Exercise data below:
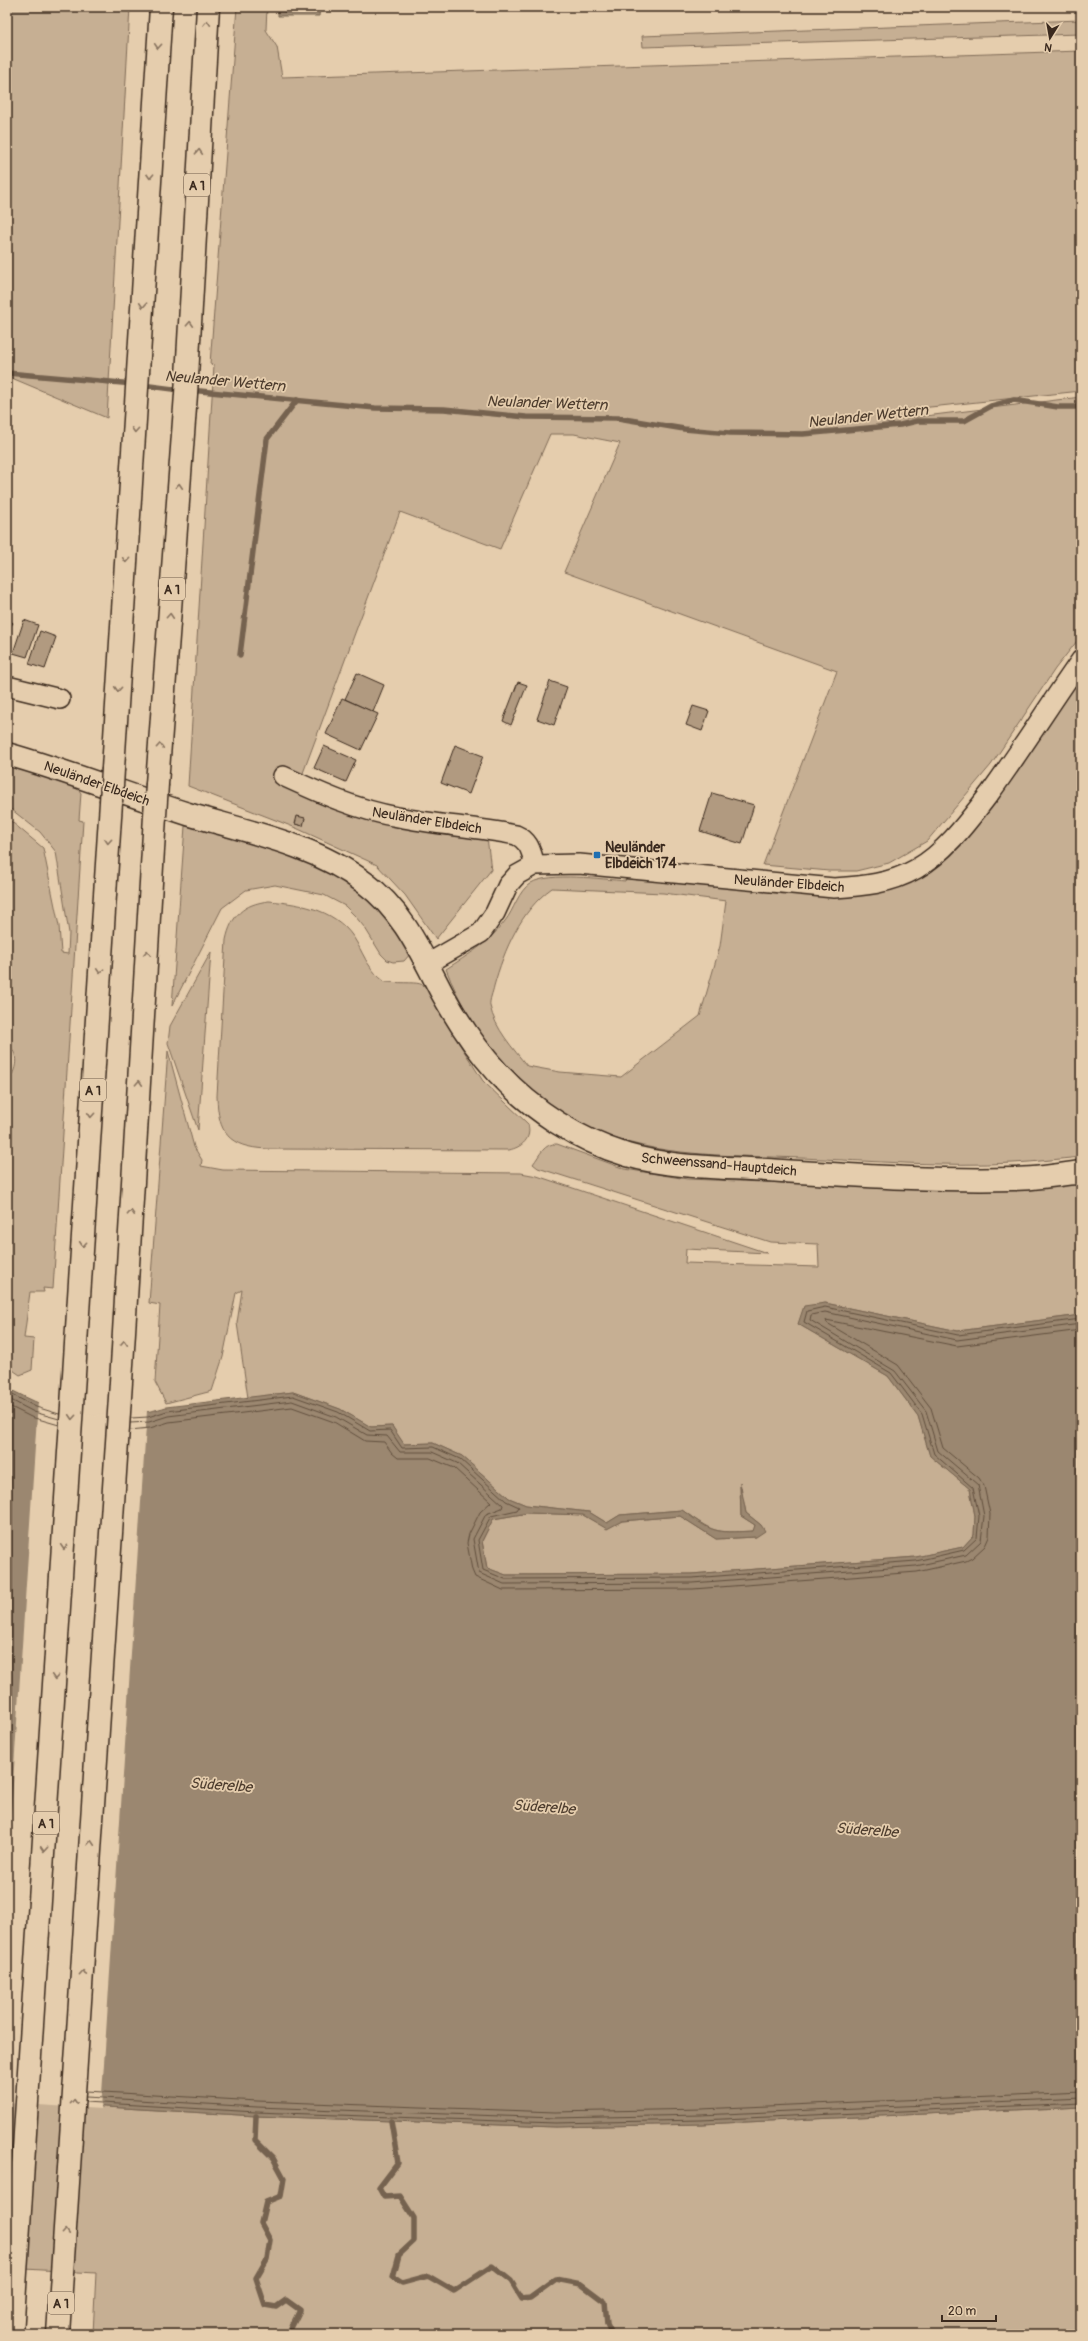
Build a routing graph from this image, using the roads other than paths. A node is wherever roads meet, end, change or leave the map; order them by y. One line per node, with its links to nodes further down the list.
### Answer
1 (161, 7): 12 (main road, A 1, one-way to 12, bridge)
2 (208, 7): 13 (main road, A 1, one-way to 2, bridge)
3 (1081, 660): 9 (street, Neuländer Elbdeich)
4 (7, 686): 5 (street)
5 (60, 699)
6 (7, 754): 8 (main road, Neuländer Elbdeich)
7 (283, 776): 9 (street, Neuländer Elbdeich)
8 (186, 813): 10 (main road, Schweenssand-Hauptdeich)
9 (535, 865): 10 (street, Neuländer Elbdeich)
10 (429, 963): 11 (main road, Schweenssand-Hauptdeich)
11 (1081, 1172)
12 (12, 2334)
13 (58, 2334)

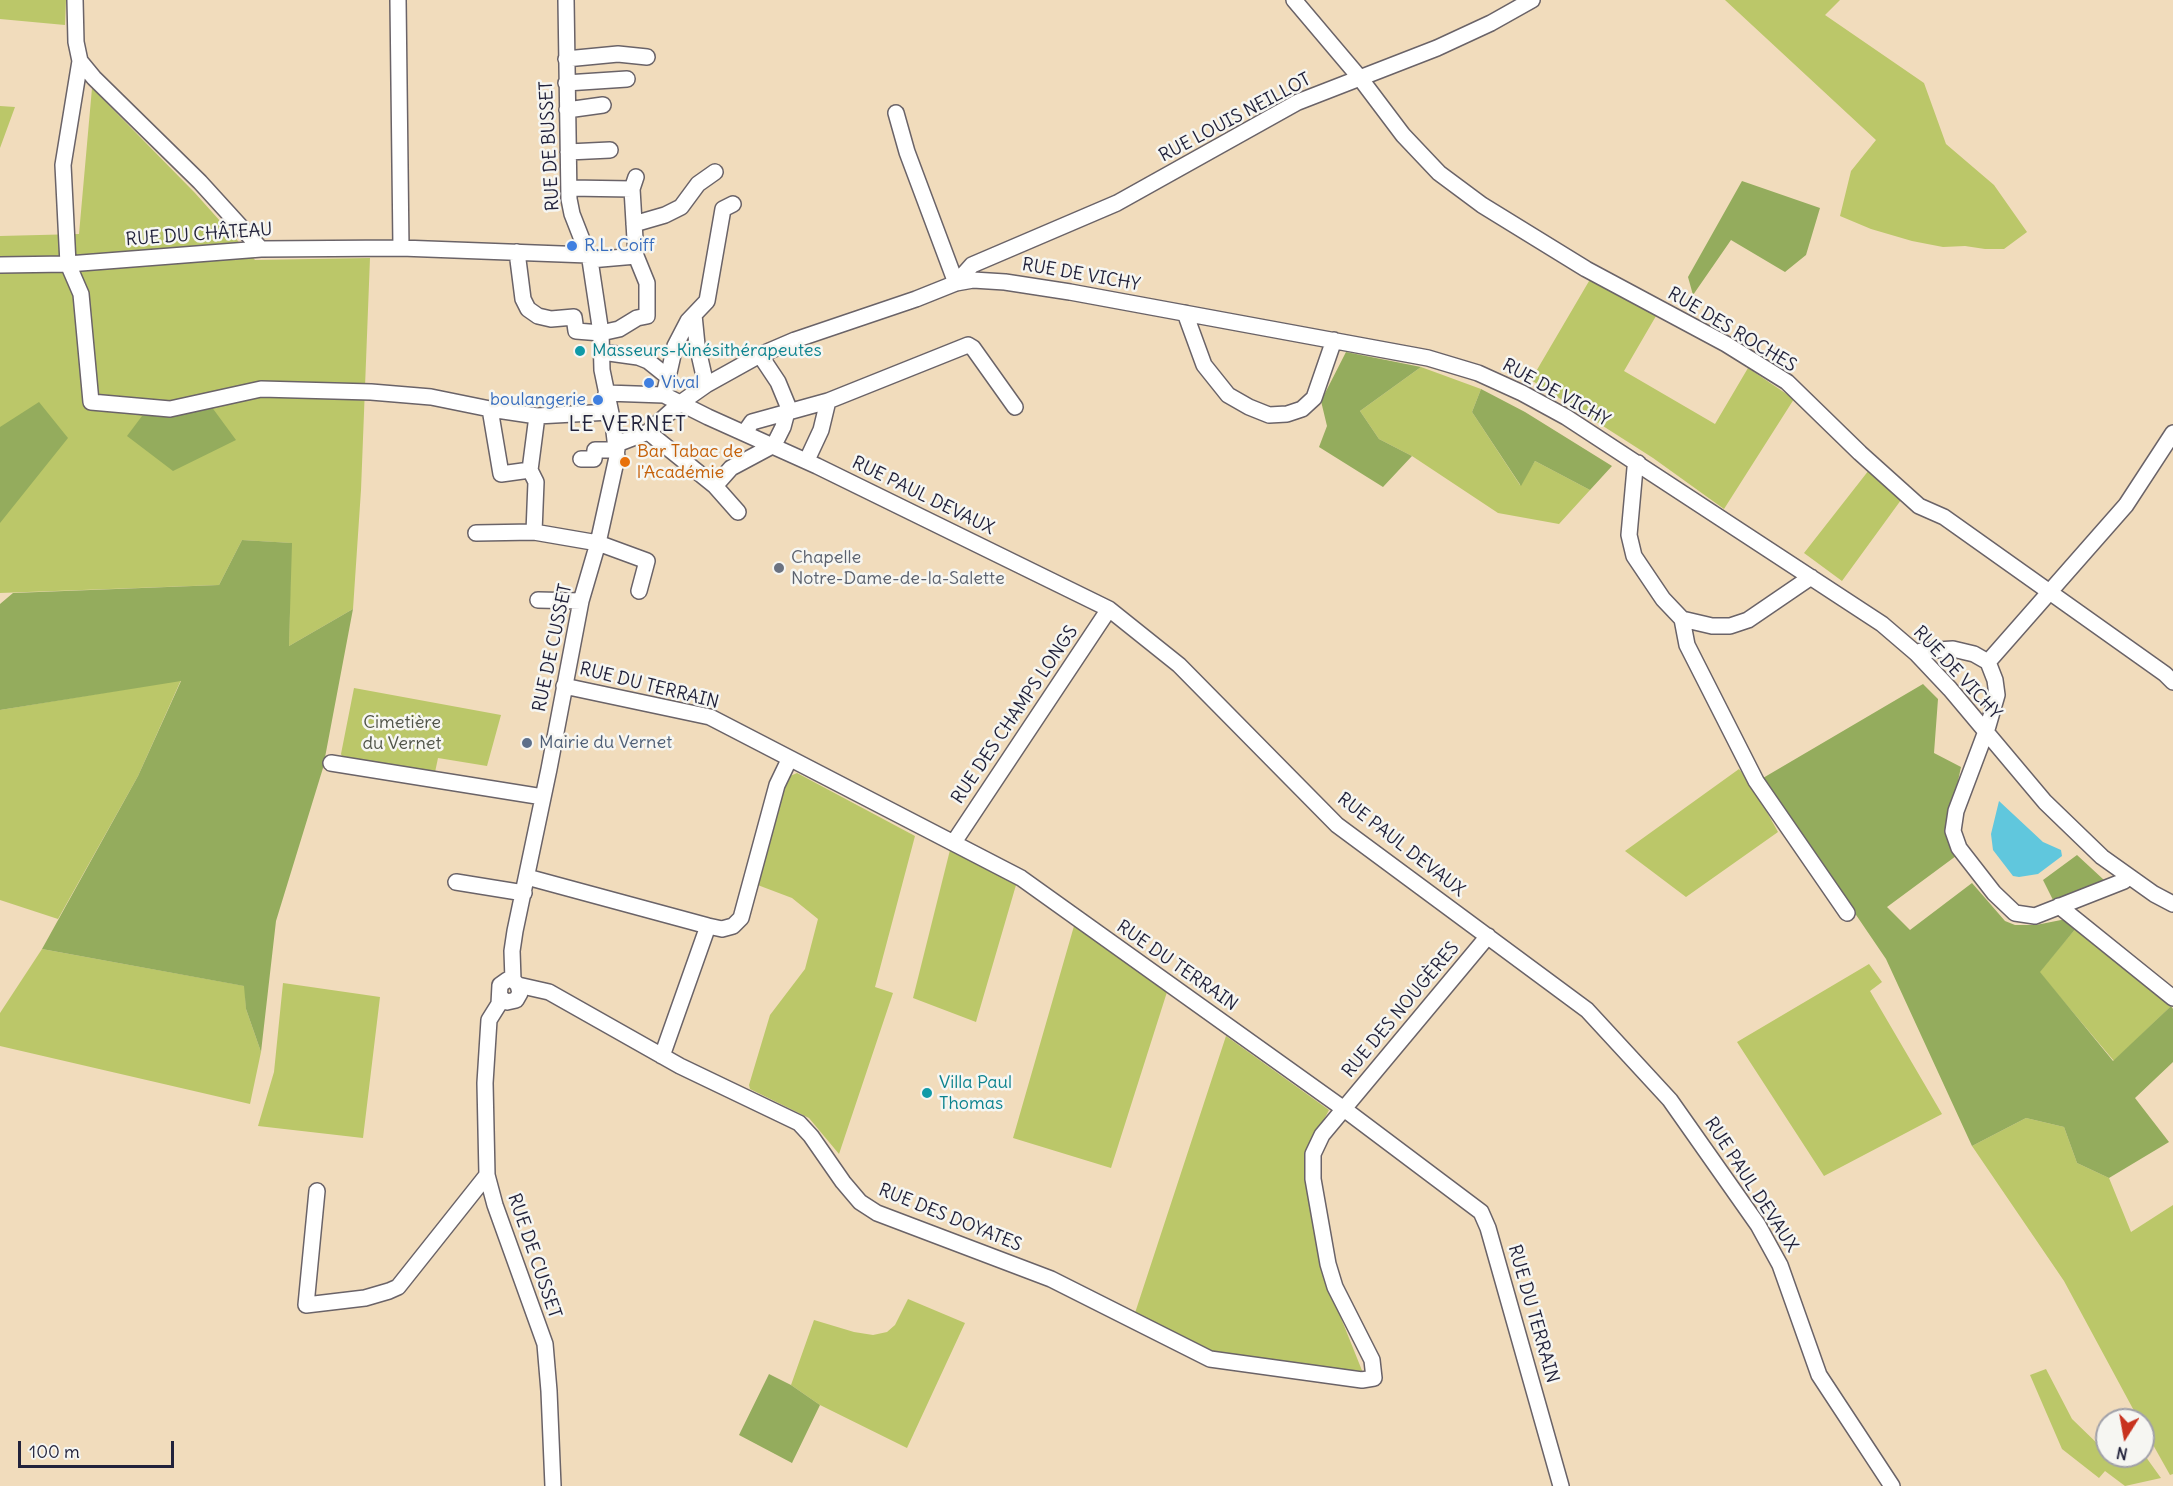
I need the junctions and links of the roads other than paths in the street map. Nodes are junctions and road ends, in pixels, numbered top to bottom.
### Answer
1 (75, 0) edge
2 (398, 0) edge
3 (566, 0) edge
4 (1294, 0) edge
5 (1532, 0) edge
6 (647, 57) dead end
7 (566, 59) junction
8 (80, 61) junction
9 (1360, 78) junction
10 (627, 79) dead end
11 (566, 83) junction
12 (603, 105) dead end
13 (567, 110) junction
14 (897, 113) dead end
15 (610, 150) dead end
16 (568, 152) junction
17 (716, 172) dead end
18 (569, 188) junction
19 (733, 204) dead end
20 (634, 224) junction
21 (401, 248) junction
22 (261, 249) junction
23 (517, 252) junction
24 (636, 256) junction
25 (589, 257) junction
26 (990, 258) junction
27 (68, 264) junction
28 (0, 265) edge
29 (991, 281) junction
30 (956, 283) junction
31 (1185, 313) junction
32 (694, 315) junction
33 (601, 333) junction
34 (1334, 340) junction
35 (602, 351) junction
36 (760, 355) junction
37 (668, 376) junction
38 (706, 385) junction
39 (606, 393) junction
40 (664, 395) junction
41 (828, 402) junction
42 (679, 404) junction
43 (1015, 407) dead end
44 (490, 410) junction
45 (788, 411) junction
46 (610, 412) junction
47 (537, 416) junction
48 (648, 432) junction
49 (745, 432) junction
50 (2173, 433) edge
51 (774, 445) junction
52 (617, 447) junction
53 (581, 459) dead end
54 (807, 460) junction
55 (1638, 463) junction
56 (530, 470) junction
57 (715, 486) junction
58 (738, 512) dead end
59 (534, 532) junction
60 (476, 533) dead end
61 (598, 543) junction
62 (1811, 577) junction
63 (639, 591) dead end
64 (2049, 593) junction
65 (538, 600) dead end
66 (581, 601) junction
67 (1109, 609) junction
68 (1682, 619) junction
69 (1917, 654) junction
70 (1988, 662) junction
71 (2173, 682) edge
72 (564, 686) junction
73 (1986, 732) junction
74 (789, 760) junction
75 (331, 763) dead end
76 (543, 797) junction
77 (954, 842) junction
78 (2128, 876) junction
79 (527, 877) junction
80 (456, 882) dead end
81 (524, 893) junction
82 (2173, 904) edge
83 (2059, 906) junction
84 (1847, 913) dead end
85 (708, 926) junction
86 (1488, 936) junction
87 (510, 991) junction
88 (2173, 998) edge
89 (662, 1056) junction
90 (1344, 1109) junction
91 (487, 1175) junction
92 (316, 1191) dead end
93 (1374, 1378) joint
94 (553, 1486) edge
95 (1561, 1486) edge
96 (1892, 1486) edge

1 - 8 street
2 - 21 street
3 - 7 street, RUE DE BUSSET
4 - 9 street, RUE DES ROCHES
5 - 9 street, RUE LOUIS NEILLOT
6 - 7 street
7 - 11 street, RUE DE BUSSET
8 - 22 street
8 - 27 street
9 - 26 street, RUE LOUIS NEILLOT
9 - 64 street, RUE DES ROCHES
10 - 11 street
11 - 13 street, RUE DE BUSSET
12 - 13 street
13 - 16 street, RUE DE BUSSET
14 - 30 street
15 - 16 street
16 - 18 street, RUE DE BUSSET
17 - 20 street
18 - 20 street
18 - 25 street, RUE DE BUSSET
19 - 32 street
20 - 24 street
21 - 22 street, RUE DU CHÂTEAU
21 - 23 street, RUE DU CHÂTEAU
22 - 27 street, RUE DU CHÂTEAU
23 - 25 street, RUE DU CHÂTEAU
23 - 33 street
24 - 25 street, RUE DU CHÂTEAU
24 - 33 street
25 - 33 street, RUE DE BUSSET
26 - 29 street
26 - 30 street, RUE LOUIS NEILLOT
27 - 28 street, RUE DU CHÂTEAU
27 - 44 street
29 - 30 street, RUE DE VICHY
29 - 31 street, RUE DE VICHY
30 - 36 street, RUE DE VICHY
31 - 34 street, RUE DE VICHY
31 - 34 street
32 - 37 street
32 - 38 street
33 - 35 street, RUE DE BUSSET
34 - 55 street, RUE DE VICHY
35 - 37 street
35 - 39 street, RUE DE BUSSET
36 - 38 street, RUE DE VICHY
36 - 45 street
37 - 40 street
38 - 42 street, RUE DE VICHY
39 - 40 street
39 - 46 street, RUE DE BUSSET
40 - 42 street, RUE PAUL DEVAUX
41 - 43 street
41 - 45 street
41 - 54 street
42 - 48 street, RUE DE VICHY
42 - 49 street, RUE PAUL DEVAUX
44 - 47 street
44 - 56 street
45 - 49 street
45 - 51 street
46 - 47 street
46 - 52 street, RUE DE BUSSET
47 - 56 street
48 - 52 street
48 - 57 street
49 - 51 street, RUE PAUL DEVAUX
50 - 64 street
51 - 54 street, RUE PAUL DEVAUX
51 - 57 street
52 - 53 street
52 - 61 street, RUE DE CUSSET
54 - 67 street, RUE PAUL DEVAUX
55 - 62 street, RUE DE VICHY
55 - 68 street
56 - 59 street
57 - 58 street
59 - 60 street
59 - 61 street
61 - 63 street
61 - 66 street, RUE DE CUSSET
62 - 68 street
62 - 69 street, RUE DE VICHY
64 - 70 street
64 - 71 street, RUE DES ROCHES
65 - 66 street
66 - 72 street, RUE DE CUSSET
67 - 77 street, RUE DES CHAMPS LONGS
67 - 86 street, RUE PAUL DEVAUX
68 - 84 street
69 - 70 street
69 - 73 street, RUE DE VICHY
70 - 73 street
72 - 74 street, RUE DU TERRAIN
72 - 76 street, RUE DE CUSSET
73 - 78 street, RUE DE VICHY
73 - 83 street
74 - 77 street, RUE DU TERRAIN
74 - 85 street
75 - 76 street
76 - 79 street, RUE DE CUSSET
77 - 90 street, RUE DU TERRAIN
78 - 82 street, RUE DE VICHY
78 - 83 street
79 - 81 street, RUE DE CUSSET
79 - 85 street
80 - 81 street
81 - 87 street, RUE DE CUSSET
83 - 88 street
85 - 89 street
86 - 90 street, RUE DES NOUGÈRES
86 - 96 street, RUE PAUL DEVAUX
87 - 89 street, RUE DES DOYATES
87 - 91 street, RUE DE CUSSET
89 - 93 street, RUE DES DOYATES
90 - 93 street, RUE DES NOUGÈRES
90 - 95 street, RUE DU TERRAIN
91 - 92 street
91 - 94 street, RUE DE CUSSET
End of Exercise data.
To do: Please show every line of the records that holds the word "main".

Written response:
1 (161, 7): 12 (main road, A 1, one-way to 12, bridge)
2 (208, 7): 13 (main road, A 1, one-way to 2, bridge)
6 (7, 754): 8 (main road, Neuländer Elbdeich)
8 (186, 813): 10 (main road, Schweenssand-Hauptdeich)
10 (429, 963): 11 (main road, Schweenssand-Hauptdeich)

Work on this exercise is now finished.